Conventionally, as a surface protection film of flexible wiring circuit, types of insulating protection film called cover-lay film (such as polyimide film) stamped out with a mold to be stuck with an adhesive and UV-cured or heat-cured overcoating agents having flexibility have been used.

However, with recent reduction in size and weight of electronic devices, as flexible substrates tend to be lighter and thinner, the pitch in printed wiring becomes significantly narrower, and dispersibility of the filler in the resin composition for overcoating is exerting more and more influence on the long-term electrical reliability. Therefore, the filtration step becomes essential in the production of the resin composition for overcoating to make the average diameter size of the filler in the resin composition within a specific range, and in accordance with the printed-wiring pitch, the filter diameter tends to be smaller. To maintain the long-term electric reliability with a narrow printed wiring pitch, it is desirable to filter the resin composition used for an overcoat with a filter diameter which is narrower than half the distance between the printed wiring. However, in this case, the filtration rate becomes significantly slower and not only the productivity but the yield decreases, which imposes an economic burden. Accordingly, it has been demanded to improve the dispersibility of the filler without changing machining processes to thereby increase the filtration rate to improve the productivity.

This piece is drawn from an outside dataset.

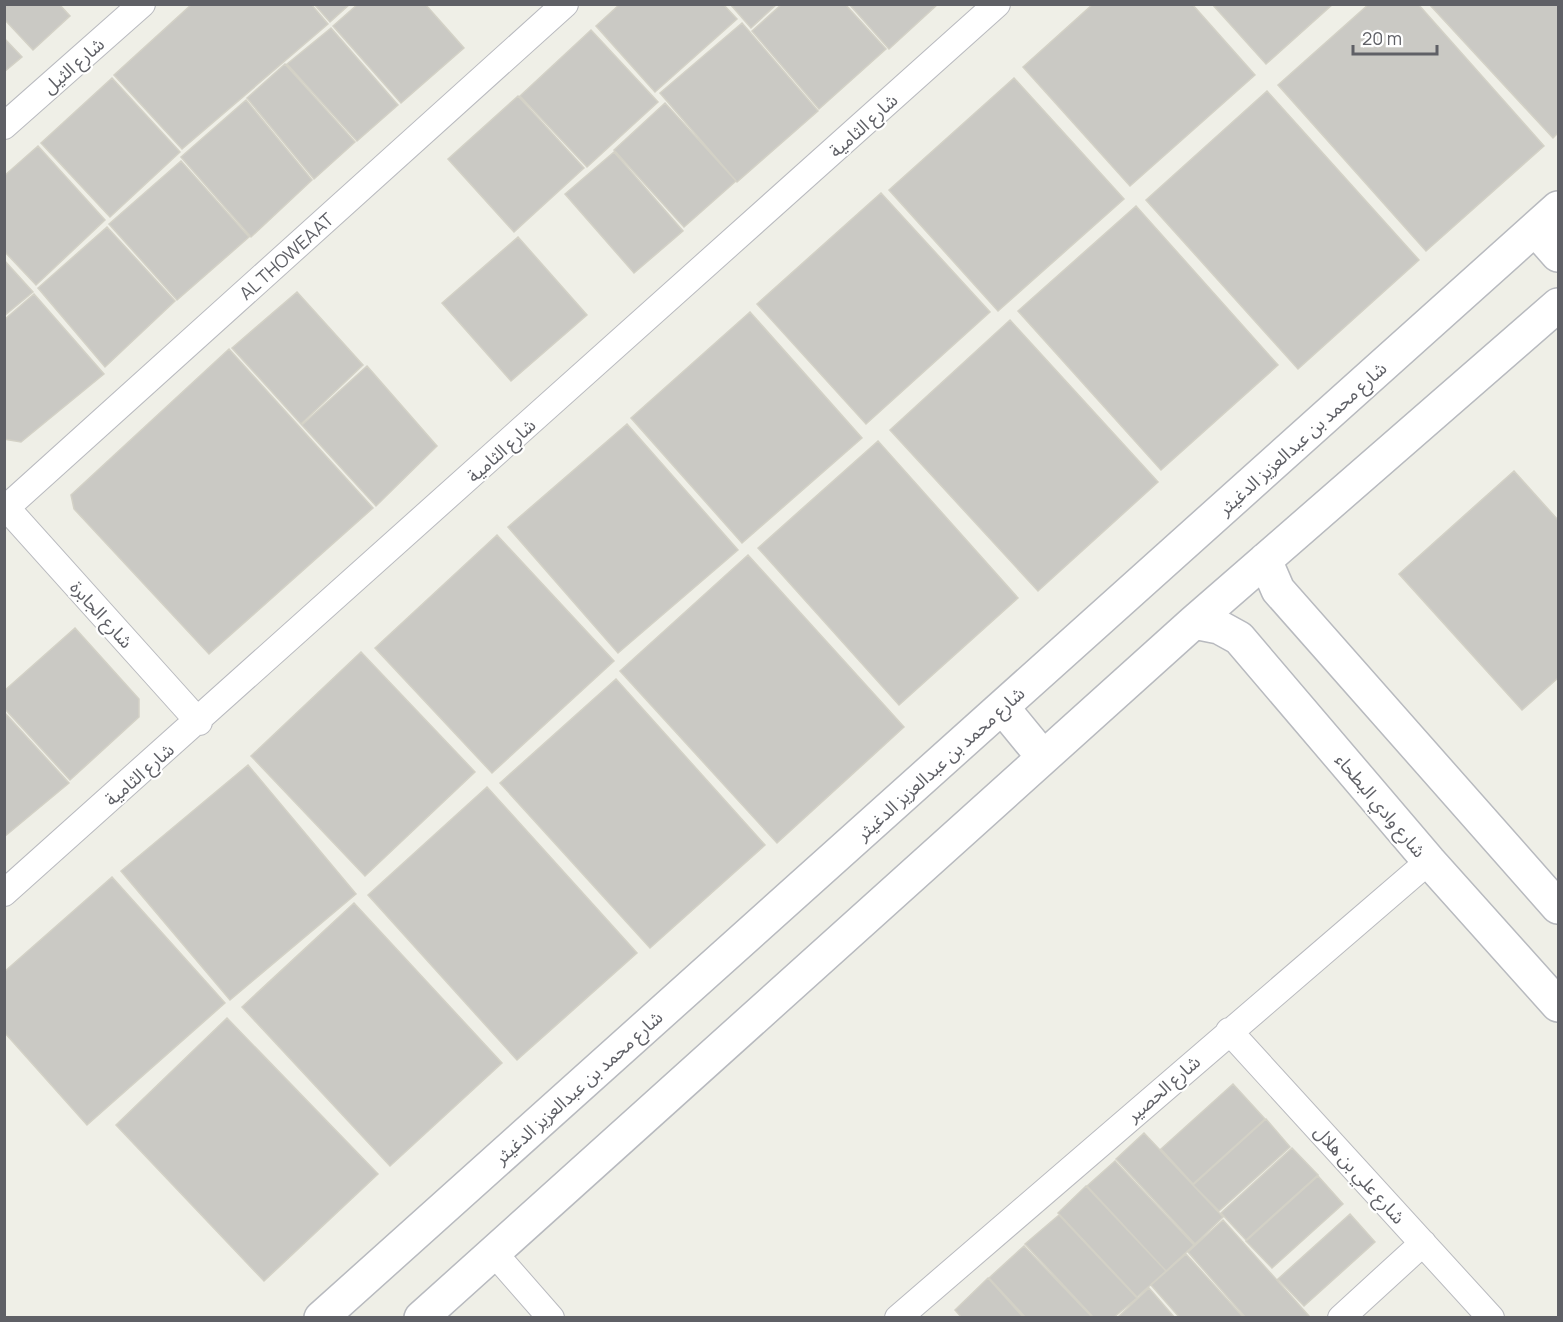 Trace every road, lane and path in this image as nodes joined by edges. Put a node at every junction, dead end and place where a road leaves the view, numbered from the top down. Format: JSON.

As a prior art disclosing the use of an aprotic polar solvent for insulating resin and printed wiring boards using the same, JP-A-2007-77234 (Patent Document 1) discloses an insulating resin composition comprising silica (component A), epoxy resin (component B), a silane coupling agent containing epoxy group or amino group as a functional group (component C), and a solution (component E) containing at least one solvent (component D) selected from dimethylformamide (DMF), N-methyl-2-pyrrolidone (NMP) and dimethylacetamide (DMAC), wherein s solvent (component D) is used for the purpose of preventing silica particles from aggregating between each other.

JP-A-H04-249523 (Patent Document 2; U.S. Pat. No. 5,395,911) discloses a thermoset mixture using propylene carbonate. The publication describes a mixture containing aromatic diglycidyl ethers or aromatic polyglycidyl ethers and a formamide compound in claim 1, a mixture further containing cyclocarbonate as a preferable embodiment (claim 2) and propylene carbonate as a specific example of cyclocarbonate (claim 14). However, cyclocarbonate is primarily used as a reactive diluent in Patent Document 2, which neither teaches nor suggests at all that cyclocarbonate improves the dispersibility of the filler.

Patent Document 1: JP-A-2007-77234

Patent Document 2: JP-A-H04-249523

DISCLOSURE OF THE INVENTION

Problems to be Solved by the Invention

Thus, an objective of the present invention is to provide a resin composition which is capable of improving the dispersibility of the filler to improve the filtration rate when the resin composition is prepared, and capable of forming a cured product excellent in productivity and long-term electric reliability; particularly a resin composition used for an overcoat for electronic circuit boards and a resin composition for solder resist ink.

Another objective of the present invention is to provide a cured film obtained by curing the above-mentioned resin composition; and the use of the cured film for flexible printed-wiring boards, chip on film printed-wiring boards and electronic devices using the printed-wiring boards.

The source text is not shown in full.